Dual specificity tyrosine-phosphorylation-regulated kinase 2 is an enzyme, in particular a dual-specificity kinase, that in humans is encoded by the DYRK2 gene. DYRK2 belongs to a family of protein kinases whose members are presumed to be involved in cellular growth and development. The family is defined by structural similarity of their kinase domains and their capability to autophosphorylate on tyrosine residues. DYRK2 has demonstrated tyrosine autophosphorylation and catalyzed phosphorylation of histones H3 and H2B in vitro. Two isoforms of DYRK2 have been isolated. The predominant isoform, isoform 1, lacks a 5' terminal insert.
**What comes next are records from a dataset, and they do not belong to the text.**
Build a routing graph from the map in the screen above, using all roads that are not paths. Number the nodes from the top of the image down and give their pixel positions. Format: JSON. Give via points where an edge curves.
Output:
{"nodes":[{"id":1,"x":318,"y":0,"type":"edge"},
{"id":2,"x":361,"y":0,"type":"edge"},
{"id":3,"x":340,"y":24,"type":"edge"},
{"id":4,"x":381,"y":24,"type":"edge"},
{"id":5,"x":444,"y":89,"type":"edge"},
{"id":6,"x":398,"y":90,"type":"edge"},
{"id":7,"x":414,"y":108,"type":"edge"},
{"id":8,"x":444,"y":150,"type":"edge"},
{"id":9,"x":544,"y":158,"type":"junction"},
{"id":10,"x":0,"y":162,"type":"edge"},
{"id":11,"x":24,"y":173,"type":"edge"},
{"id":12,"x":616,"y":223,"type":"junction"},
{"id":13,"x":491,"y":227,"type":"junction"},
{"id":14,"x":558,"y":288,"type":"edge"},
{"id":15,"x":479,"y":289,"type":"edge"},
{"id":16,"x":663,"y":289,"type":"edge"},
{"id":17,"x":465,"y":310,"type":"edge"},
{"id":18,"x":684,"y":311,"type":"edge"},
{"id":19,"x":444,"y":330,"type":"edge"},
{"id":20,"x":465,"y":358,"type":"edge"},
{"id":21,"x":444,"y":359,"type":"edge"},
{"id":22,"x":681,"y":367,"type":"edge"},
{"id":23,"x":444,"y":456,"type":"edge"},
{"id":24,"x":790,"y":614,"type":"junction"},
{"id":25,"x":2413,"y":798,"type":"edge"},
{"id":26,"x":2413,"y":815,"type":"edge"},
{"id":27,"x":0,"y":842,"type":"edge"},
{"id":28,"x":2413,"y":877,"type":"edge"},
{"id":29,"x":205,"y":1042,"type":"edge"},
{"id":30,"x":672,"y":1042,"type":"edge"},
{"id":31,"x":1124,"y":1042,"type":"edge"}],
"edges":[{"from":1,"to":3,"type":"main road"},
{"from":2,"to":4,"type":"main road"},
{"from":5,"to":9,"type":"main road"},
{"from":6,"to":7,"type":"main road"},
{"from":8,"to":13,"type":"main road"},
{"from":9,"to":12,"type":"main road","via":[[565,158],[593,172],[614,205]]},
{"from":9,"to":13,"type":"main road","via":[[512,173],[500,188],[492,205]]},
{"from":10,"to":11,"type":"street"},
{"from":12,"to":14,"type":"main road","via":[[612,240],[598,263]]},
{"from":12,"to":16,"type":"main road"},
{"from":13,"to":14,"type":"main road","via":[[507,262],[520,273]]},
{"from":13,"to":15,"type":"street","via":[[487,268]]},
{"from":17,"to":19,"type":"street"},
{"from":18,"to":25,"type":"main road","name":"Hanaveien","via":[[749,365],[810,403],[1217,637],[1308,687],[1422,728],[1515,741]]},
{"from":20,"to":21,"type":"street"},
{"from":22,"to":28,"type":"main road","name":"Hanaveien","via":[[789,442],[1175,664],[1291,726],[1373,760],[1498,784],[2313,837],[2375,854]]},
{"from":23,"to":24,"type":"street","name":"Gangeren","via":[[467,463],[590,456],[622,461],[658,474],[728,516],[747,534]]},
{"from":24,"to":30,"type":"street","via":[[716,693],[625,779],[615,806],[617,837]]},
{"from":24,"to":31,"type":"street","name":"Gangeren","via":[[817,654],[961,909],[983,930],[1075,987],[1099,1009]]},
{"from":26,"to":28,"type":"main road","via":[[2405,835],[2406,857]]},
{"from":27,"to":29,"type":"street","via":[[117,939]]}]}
DYRK2 is a serine/threonine-protein kinase that plays a crucial role in regulating various cellular processes, including the mitotic cell cycle, cell proliferation, apoptosis, cytoskeleton organization, and neurite outgrowth. Its functions are partly mediated through its involvement in ubiquitin-dependent proteasomal protein degradation. DYRK2 operates downstream of ATM and phosphorylates p53/TP53 at 'Ser-46', contributing to the induction of apoptosis in response to DNA damage. It phosphorylates NFATC1, inhibiting its nuclear accumulation and transcription factor activity. DYRK2 phosphorylates EIF2B5 at 'Ser-544', enabling its subsequent phosphorylation and inhibition by GSK3B. Similarly, phosphorylation of NFATC1, CRMP2/DPYSL2, and CRMP4/DPYSL3 by DYRK2 promotes their subsequent phosphorylation by GSK3B. It may play a general role in priming GSK3 substrates. DYRK2 inactivates GYS1 by phosphorylation at 'Ser-641', potentially at a second site as well, thus regulating glycogen synthesis. It mediates EDVP E3 ligase complex formation and is essential for the phosphorylation and subsequent degradation of KATNA1. It phosphorylates TERT at 'Ser-457', promoting TERT ubiquitination by the EDVP complex. DYRK2 phosphorylates SIAH2, enhancing its ubiquitin ligase activity. It promotes the proteasomal degradation of MYC and JUN, thereby regulating mitotic cell cycle progression and cell proliferation. It also promotes the proteasomal degradation of GLI2 and GLI3, playing a role in smoothened and sonic hedgehog signaling. DYRK2 contributes to cytoskeleton organization and neurite outgrowth through its phosphorylation of DCX and DPYSL2. It phosphorylates CRMP2/DPYSL2, CRMP4/DPYSL3, DCX, EIF2B5, EIF4EBP1, GLI2, GLI3, GYS1, JUN, MDM2, MYC, NFATC1, p53/TP53, TAU/MAPT, and KATNA1. In vitro, DYRK2 can phosphorylate histone H1, histone H3, and histone H2B, as well as CARHSP1. It is a component of an E3 ligase complex containing DYRK2, EDD/UBR5, DDB1, and DCAF1 (EDVP complex). It directly interacts with EDD/UBR5, DDB1, and DCAF1, as well as SIAH2, MDM2, MAP3K10, and NFATC1. DYRK2 may also interact with CCNL2.
DYRK2 is also known as -.